There may be many things you want in the external world, but here you are trying to identify the key principle that you yourself are seeking at the deepest level of the inner chamber of your heart. It needs to be your word not just that of somebody else, something that was read in some book or is popular in the culture.

We’re all “Googling” and doing other internet searches these days. However, before we can do any internet search at all, there is one thing that we absolutely must do to get started? We must have a keyword. As we continue our search, the keyword may refine. Search engines like google and others now offer other, more detailed suggestions when we start typing a keyword into the search box. Similarly, it is extremely useful if we have some idea of what we want at the deepest level of our many desires.

Choose a keyword for yourself, some word or phrase that really captures the spirit of that for which you are longing. It’s probably hidden deep in the inner world, underneath all of the seemingly countless other desires and words that have been programmed in as acceptable, proper desires. It’s a longing that has been there a long time, a very long time. It was probably there in early childhood. It was with you in adolescence. It is still there. But what do you call it? What is that single word or phrase that draws you back to that felt longing?

Just by having that word or phrase drift through your mind field, that deep memory is no longer latent, but stirs in wakefulness with a passion in the heart. There is a certainty about the purpose of life that suddenly emerges with clarity. 

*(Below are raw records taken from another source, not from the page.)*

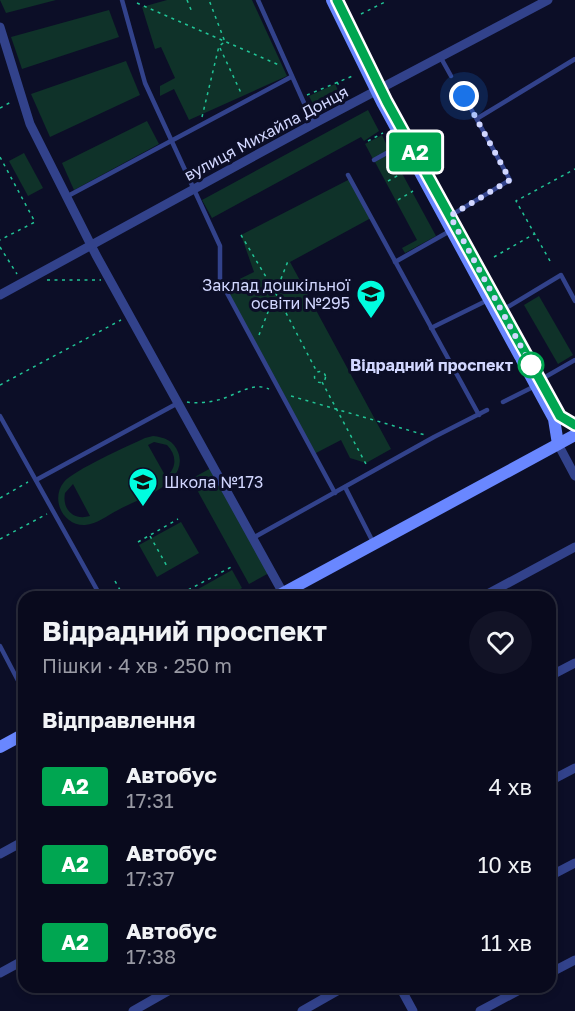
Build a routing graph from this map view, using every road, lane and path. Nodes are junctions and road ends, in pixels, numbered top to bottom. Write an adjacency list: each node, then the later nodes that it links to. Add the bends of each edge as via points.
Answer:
1 (122, 0): 32 (lane, via 145,83)
2 (188, 0): 9 (path)
3 (209, 0): 12 (path)
4 (258, 0): 16 (lane)
5 (334, 0): 21 (street)
6 (548, 0): 14 (street, вулиця Михайла Донця)
7 (385, 2): 10 (path)
8 (137, 3): 12 (path)
9 (192, 12)
10 (361, 14)
11 (0, 27): 43 (street, via 30,124)
12 (225, 42): 13 (path); 16 (path)
13 (219, 46): 26 (path); 30 (path)
14 (440, 57): 18 (lane); 21 (street, вулиця Михайла Донця)
15 (575, 58): 28 (lane)
16 (288, 69): 19 (lane)
17 (355, 75): 20 (path)
18 (451, 76)
19 (291, 77): 24 (lane); 26 (lane)
20 (337, 82): 22 (path); 24 (path)
21 (379, 90): 29 (street, вулиця Михайла Донця); 34 (street); 45 (street)
22 (342, 91)
23 (464, 96): 28 (lane)
24 (300, 97): 29 (lane)
25 (15, 100): 27 (path)
26 (246, 101): 30 (lane)
27 (0, 108)
28 (478, 118): 45 (lane, via 510,180)
29 (313, 124): 41 (street, вулиця Михайла Донця)
30 (199, 126): 32 (lane)
31 (383, 133): 33 (path)
32 (172, 140): 41 (lane); 43 (lane)
33 (368, 141)
34 (405, 143): 36 (lane); 46 (street)
35 (0, 157): 49 (path, via 34,222)
36 (374, 160)
37 (575, 168): 48 (path, via 516,201)
38 (404, 172): 40 (path)
39 (348, 175): 55 (lane)
40 (388, 181)
41 (194, 188): 50 (street, вулиця Михайла Донця); 66 (lane, via 220,246 220,280)
42 (413, 191): 44 (path)
43 (66, 197): 50 (street)
44 (398, 200)
45 (450, 216): 63 (street)
46 (452, 230): 55 (lane); 61 (street)
47 (241, 234): 59 (path)
48 (534, 234): 52 (path); 54 (path)
49 (0, 240)
50 (91, 246): 58 (street); 60 (street, вулиця Михайла Донця)
51 (0, 247): 56 (path)
52 (494, 257)
53 (288, 261): 59 (path)
54 (550, 261)
55 (395, 262): 65 (lane)
56 (20, 277)
57 (48, 280): 58 (path)
58 (110, 280): 64 (street)
59 (275, 292): 66 (path); 68 (path)
60 (0, 295)
61 (489, 299): 65 (lane); 70 (street)
62 (575, 301): 63 (lane, via 561,275)
63 (501, 311): 70 (street)
64 (129, 315): 71 (path); 73 (street)
65 (431, 328): 77 (lane)
66 (255, 346): 72 (lane)
67 (575, 360): 70 (lane)
68 (317, 372): 69 (path, via 315,378); 69 (path, via 326,375)
69 (322, 382): 75 (path)
70 (538, 383): 74 (lane); 79 (street, via 560,416); 82 (street, via 554,419)
71 (0, 385)
72 (283, 394): 73 (path, via 265,387 249,388 220,399); 75 (path); 87 (lane)
73 (177, 402): 85 (lane); 92 (street)
74 (503, 402)
75 (337, 409): 81 (path); 83 (path)
76 (487, 410): 77 (lane)
77 (478, 415): 81 (lane)
78 (0, 416): 85 (lane)
79 (575, 424)
80 (575, 435): 82 (street)
81 (434, 437): 83 (lane)
82 (558, 444): 84 (street); 95 (street)
83 (371, 473): 86 (lane)
84 (575, 476)
85 (35, 479): 88 (path); 89 (lane)
86 (345, 488): 87 (lane); 95 (lane)
87 (335, 493): 92 (lane)
88 (0, 498)
89 (53, 510): 93 (path); 100 (lane)
90 (178, 519): 91 (path)
91 (149, 536): 94 (path); 98 (path)
92 (253, 538): 103 (street)
93 (0, 539)
94 (138, 542)
95 (374, 544): 104 (street)
96 (575, 547): 105 (street)
97 (233, 566): 102 (path)
98 (168, 568)
99 (115, 581): 101 (path)
100 (98, 591)
101 (121, 591)
102 (186, 591)
103 (278, 591)
104 (287, 591)
105 (493, 591)
106 (0, 646): 109 (lane)
107 (575, 663): 108 (street)
108 (556, 673)
109 (18, 680)
110 (18, 737): 111 (street)
111 (0, 747)
112 (575, 768): 113 (street)
113 (556, 778)
114 (18, 843): 115 (street)
115 (0, 854)
116 (575, 863): 117 (street)
117 (556, 873)
118 (575, 960): 120 (street)
119 (18, 963): 121 (street)
120 (556, 970)
121 (0, 973)
122 (164, 993): 126 (street)
123 (334, 993): 127 (street)
124 (403, 993): 128 (street)
125 (514, 993): 129 (street)
126 (133, 1011)
127 (302, 1011)
128 (413, 1011)
129 (480, 1011)

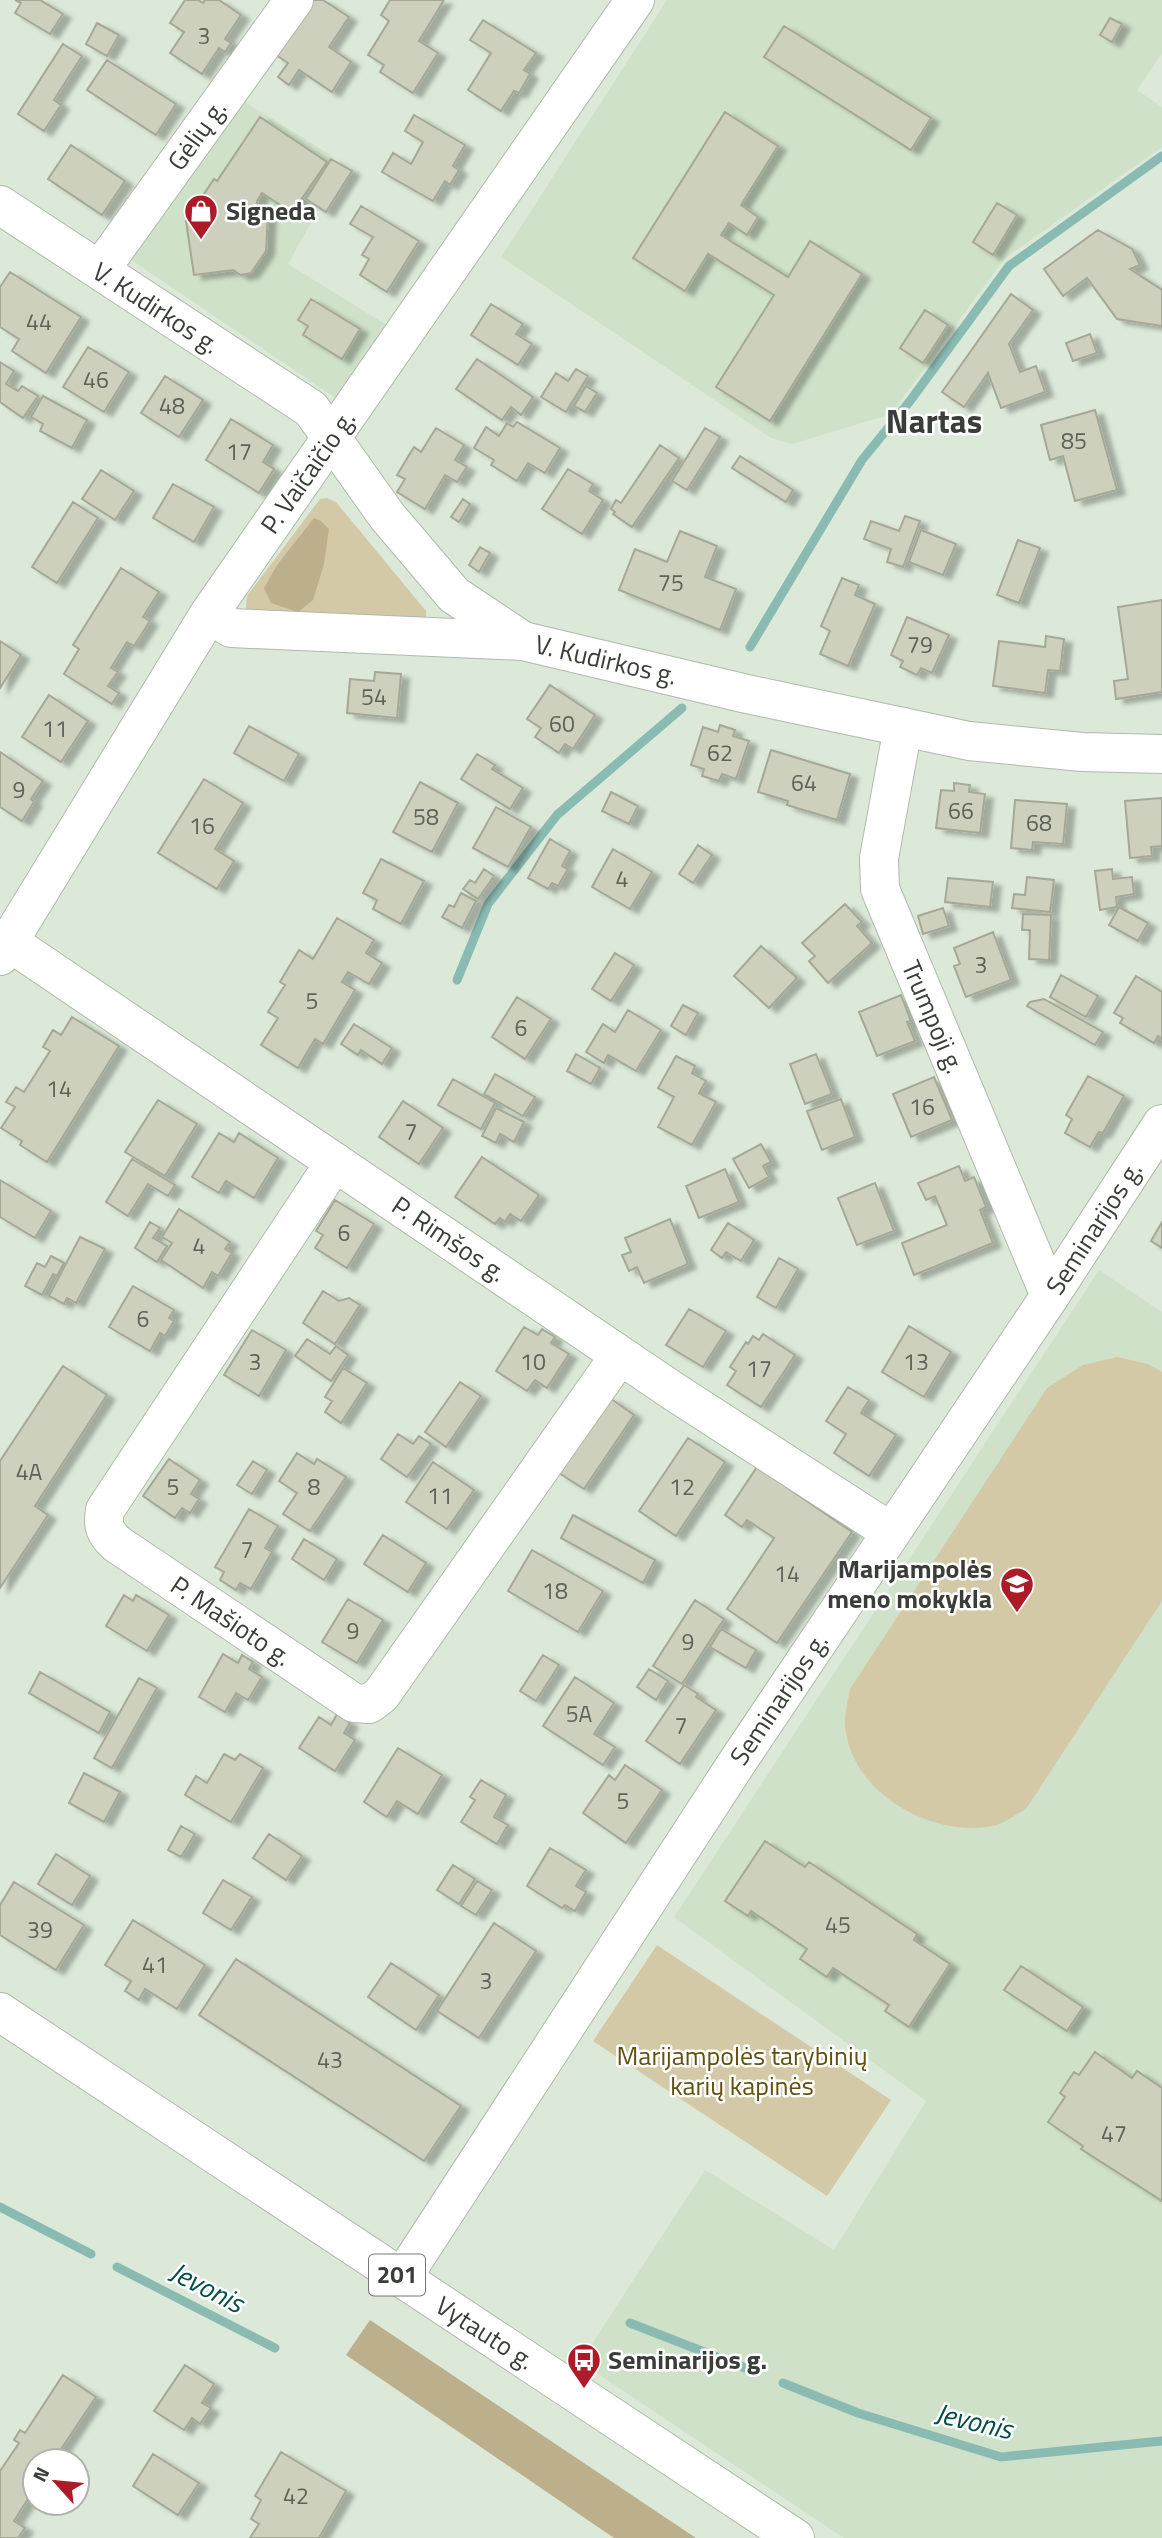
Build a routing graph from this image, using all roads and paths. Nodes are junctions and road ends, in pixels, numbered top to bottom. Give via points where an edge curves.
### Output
1 (294, 0) edge
2 (635, 0) edge
3 (0, 205) edge
4 (100, 270) junction
5 (331, 438) junction
6 (454, 595) junction
7 (209, 614) junction
8 (428, 637) junction
9 (523, 641) junction
10 (903, 727) junction
11 (1162, 754) edge
12 (5, 949) edge
13 (1162, 1124) edge
14 (335, 1162) junction
15 (1050, 1296) junction
16 (620, 1355) junction
17 (891, 1532) junction
18 (0, 2012) edge
19 (402, 2278) junction
20 (795, 2538) edge

1 - 4 street, Gėlių g.
2 - 5 street, P. Vaičaičio g.
3 - 4 street, V. Kudirkos g.
4 - 5 street, V. Kudirkos g. via 311,410
5 - 6 street, V. Kudirkos g. via 387,516
5 - 7 street, P. Vaičaičio g.
6 - 8 street via 443,620
6 - 9 street, V. Kudirkos g.
7 - 8 street via 231,628
7 - 12 street, P. Vaičaičio g.
8 - 9 street
9 - 10 street, V. Kudirkos g.
10 - 11 street, V. Kudirkos g. via 969,741
10 - 15 street, Trumpoji g. via 879,858 880,889
12 - 14 street, P. Rimšos g.
13 - 15 street, Seminarijos g.
14 - 16 street, P. Rimšos g.
14 - 16 street, P. Mašioto g. via 105,1510 106,1534 117,1544 354,1703 369,1704 381,1695
15 - 17 street, Seminarijos g.
16 - 17 street, P. Rimšos g.
17 - 19 street, Seminarijos g.
18 - 19 street, Vytauto g. / 201
19 - 20 street, Vytauto g. / 201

Find that keyword that works for you and never, ever let it go. Write it on little notes around your house; maybe even on your arm, on the mirror. Be innovative in the ways you constantly remind yourself of this one keyword that captures the highest level of what you want out of life. It is your word, your phrase.

It may contain the many other lesser ways of saying the goal of life, or the steps along the way, but this one, this keyword or phrase pulls you, draws you to the stance where you know who you are and you know where you are going.

How to get there will emerge, on its own, through effort, and remembering your own keyword that captures the highest answer to the question, “What do I want?”